Russia Cannot Become a Democracy in Its Current Borders, Walesa Says
(Paul Goble – Window on Eurasia – Staunton, April 8, 2015)
Just as the notion of a liberal Soviet Union proved to be a contradiction in terms, so too the Russian Federation in its current borders cannot become a democracy, according to Lech Walesa. It must first disintegrate and then some parts of it might be able to come back together in a more democratic state.
In an interview with “Ukrainska Pravda,” the former Solidarity leader, Polish president and Nobel Prize winner says that Vladimir Putin’s use of force in Ukraine and his threats of using nuclear weapons against the West show that Russia is “30 to 50 years” behind the West (epravda.com.ua/rus/publications/2015/04/7/537408/).

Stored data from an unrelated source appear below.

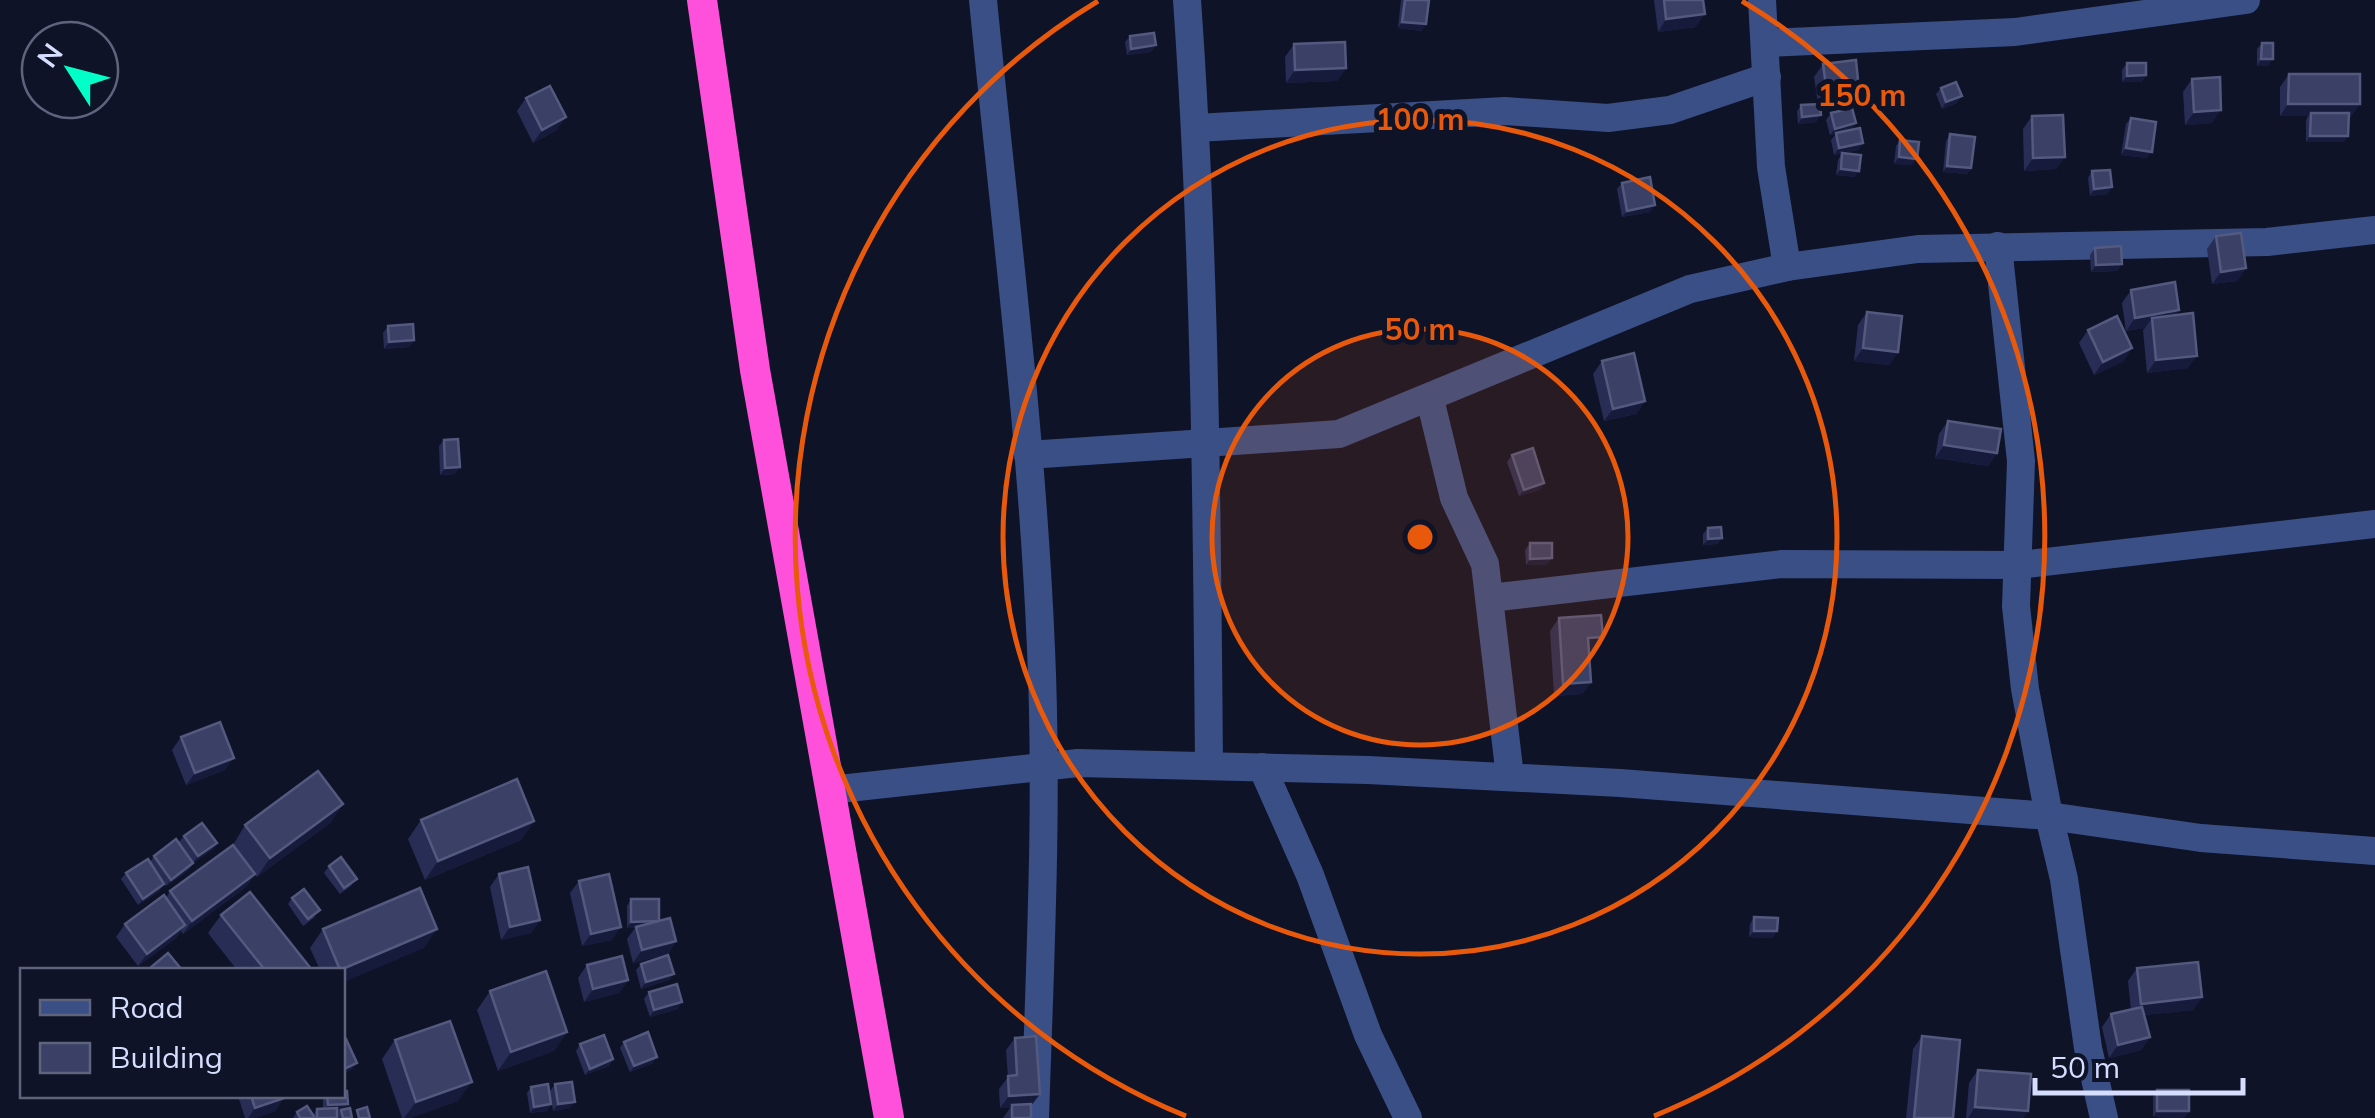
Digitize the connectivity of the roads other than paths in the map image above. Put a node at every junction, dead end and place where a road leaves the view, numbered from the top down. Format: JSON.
{"nodes":[{"id":1,"x":702,"y":0,"type":"edge"},
{"id":2,"x":983,"y":0,"type":"edge"},
{"id":3,"x":1187,"y":0,"type":"edge"},
{"id":4,"x":1762,"y":0,"type":"edge"},
{"id":5,"x":2246,"y":0,"type":"edge"},
{"id":6,"x":1765,"y":42,"type":"junction"},
{"id":7,"x":1767,"y":76,"type":"junction"},
{"id":8,"x":1196,"y":128,"type":"junction"},
{"id":9,"x":2375,"y":230,"type":"edge"},
{"id":10,"x":1998,"y":246,"type":"junction"},
{"id":11,"x":1787,"y":267,"type":"junction"},
{"id":12,"x":1430,"y":400,"type":"junction"},
{"id":13,"x":1206,"y":445,"type":"junction"},
{"id":14,"x":1028,"y":455,"type":"junction"},
{"id":15,"x":2375,"y":524,"type":"edge"},
{"id":16,"x":2019,"y":565,"type":"junction"},
{"id":17,"x":1490,"y":598,"type":"junction"},
{"id":18,"x":1209,"y":766,"type":"junction"},
{"id":19,"x":1044,"y":767,"type":"junction"},
{"id":20,"x":1262,"y":767,"type":"junction"},
{"id":21,"x":1510,"y":777,"type":"junction"},
{"id":22,"x":830,"y":790,"type":"junction"},
{"id":23,"x":2049,"y":816,"type":"junction"},
{"id":24,"x":2375,"y":851,"type":"edge"},
{"id":25,"x":889,"y":1118,"type":"edge"},
{"id":26,"x":1035,"y":1118,"type":"edge"},
{"id":27,"x":1408,"y":1118,"type":"edge"},
{"id":28,"x":2104,"y":1118,"type":"edge"}],
"edges":[{"from":1,"to":22,"type":"highway"},
{"from":2,"to":14,"type":"street"},
{"from":3,"to":8,"type":"street"},
{"from":4,"to":6,"type":"street"},
{"from":5,"to":6,"type":"street"},
{"from":6,"to":7,"type":"street"},
{"from":7,"to":8,"type":"street"},
{"from":7,"to":11,"type":"street"},
{"from":8,"to":13,"type":"street"},
{"from":9,"to":10,"type":"street"},
{"from":10,"to":11,"type":"street"},
{"from":10,"to":16,"type":"street"},
{"from":11,"to":12,"type":"street"},
{"from":12,"to":13,"type":"street"},
{"from":12,"to":17,"type":"street"},
{"from":13,"to":14,"type":"street"},
{"from":13,"to":18,"type":"street"},
{"from":14,"to":19,"type":"street"},
{"from":15,"to":16,"type":"street"},
{"from":16,"to":17,"type":"street"},
{"from":16,"to":23,"type":"street"},
{"from":17,"to":21,"type":"street"},
{"from":18,"to":19,"type":"street"},
{"from":18,"to":20,"type":"street"},
{"from":19,"to":22,"type":"street"},
{"from":19,"to":26,"type":"street"},
{"from":20,"to":21,"type":"street"},
{"from":20,"to":27,"type":"street"},
{"from":21,"to":23,"type":"street"},
{"from":22,"to":25,"type":"highway"},
{"from":23,"to":24,"type":"street"},
{"from":23,"to":28,"type":"street"}]}
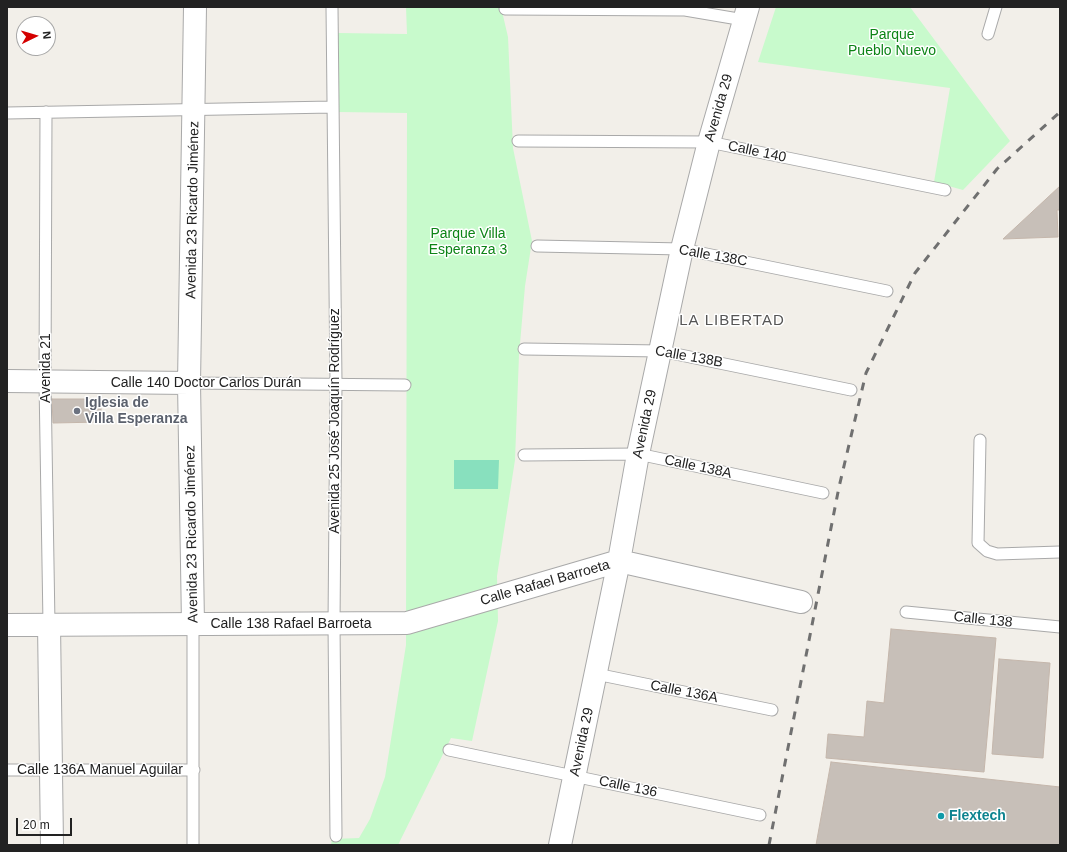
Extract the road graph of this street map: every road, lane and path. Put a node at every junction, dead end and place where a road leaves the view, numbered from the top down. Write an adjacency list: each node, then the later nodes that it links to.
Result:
1 (195, 7): 8 (street, Avenida 23 Ricardo Jiménez)
2 (332, 7): 7 (lane, Avenida 25 José Joaquín Rodríguez)
3 (996, 7): 6 (lane)
4 (505, 10): 5 (lane)
5 (746, 14): 12 (street, Avenida 29)
6 (988, 34)
7 (332, 107): 8 (lane); 22 (lane, Avenida 25 José Joaquín Rodríguez)
8 (194, 108): 9 (lane); 21 (street, Avenida 23 Ricardo Jiménez)
9 (46, 112): 10 (lane); 20 (lane, Avenida 21)
10 (7, 113)
11 (518, 141): 12 (lane, Calle 140)
12 (709, 142): 13 (lane, Calle 140); 15 (street, Avenida 29)
13 (945, 190)
14 (537, 246): 15 (lane, Calle 138C)
15 (682, 249): 16 (lane, Calle 138C); 18 (street, Avenida 29)
16 (887, 291)
17 (524, 349): 18 (lane, Calle 138B)
18 (661, 351): 24 (lane, Calle 138B); 26 (street, Avenida 29)
19 (7, 381): 20 (street, Calle 140 Doctor Carlos Durán)
20 (45, 382): 21 (street, Calle 140 Doctor Carlos Durán); 34 (lane, Avenida 21)
21 (189, 383): 22 (lane, Calle 140 Doctor Carlos Durán); 35 (street, Avenida 23 Ricardo Jiménez)
22 (336, 383): 23 (lane, Calle 140 Doctor Carlos Durán); 36 (lane, Avenida 25 José Joaquín Rodríguez)
23 (405, 385)
24 (851, 390)
25 (980, 440): 29 (lane)
26 (638, 454): 27 (lane, Calle 138A); 28 (lane, Calle 138A); 30 (street, Avenida 29)
27 (524, 455)
28 (823, 493)
29 (1060, 552)
30 (619, 561): 31 (street, Calle Rafael Barroeta); 33 (street, Calle Rafael Barroeta); 39 (street, Avenida 29)
31 (801, 602)
32 (906, 612): 38 (lane, Calle 138)
33 (407, 623): 36 (street, Calle 138 Rafael Barroeta)
34 (49, 624): 35 (street, Calle 138 Rafael Barroeta); 37 (street, Calle 138 Rafael Barroeta); 43 (street)
35 (193, 624): 36 (street, Calle 138 Rafael Barroeta); 44 (lane, Avenida 23 Ricardo Jiménez)
36 (334, 624): 47 (lane, Avenida 25 José Joaquín Rodríguez)
37 (7, 625)
38 (1060, 627)
39 (596, 674): 40 (lane, Calle 136A); 45 (street, Avenida 29)
40 (772, 710)
41 (449, 750): 45 (lane, Calle 136)
42 (7, 770): 43 (lane, Calle 136A Manuel Aguilar)
43 (51, 770): 44 (lane, Calle 136A Manuel Aguilar); 48 (street)
44 (194, 770): 49 (lane, Avenida 23 Ricardo Jiménez)
45 (574, 776): 46 (lane, Calle 136); 50 (street, Avenida 29)
46 (760, 815)
47 (336, 836)
48 (52, 845)
49 (193, 845)
50 (560, 845)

“In Russia,” he says, “there has never been democracy and freedom. It has always wanted to have an enemy,” and that desire keeps Russia at a distance from everyone else: “Russia will never live according to the principles of the Western world.” Consequently, it must and can be resisted — the West is stronger — and contained until it changes, something that will involve its disintegration.
There are “a minimum of 60 peoples” within the current borders of the Russian Federation, Walesa points out. It could fall apart and the center would still have a population of 20 million. Exactly what the borders of the post-Russian states would be, he says, will “depend on how the disintegration happens.”
After Russia falls apart, he continues, “it is possible that there will be a repetition of a scenario like the formation of the European Union.” There will follow “a union of new states but already on other principles,” at least some of whom will become democratic and be open “for cooperation in various configurations.”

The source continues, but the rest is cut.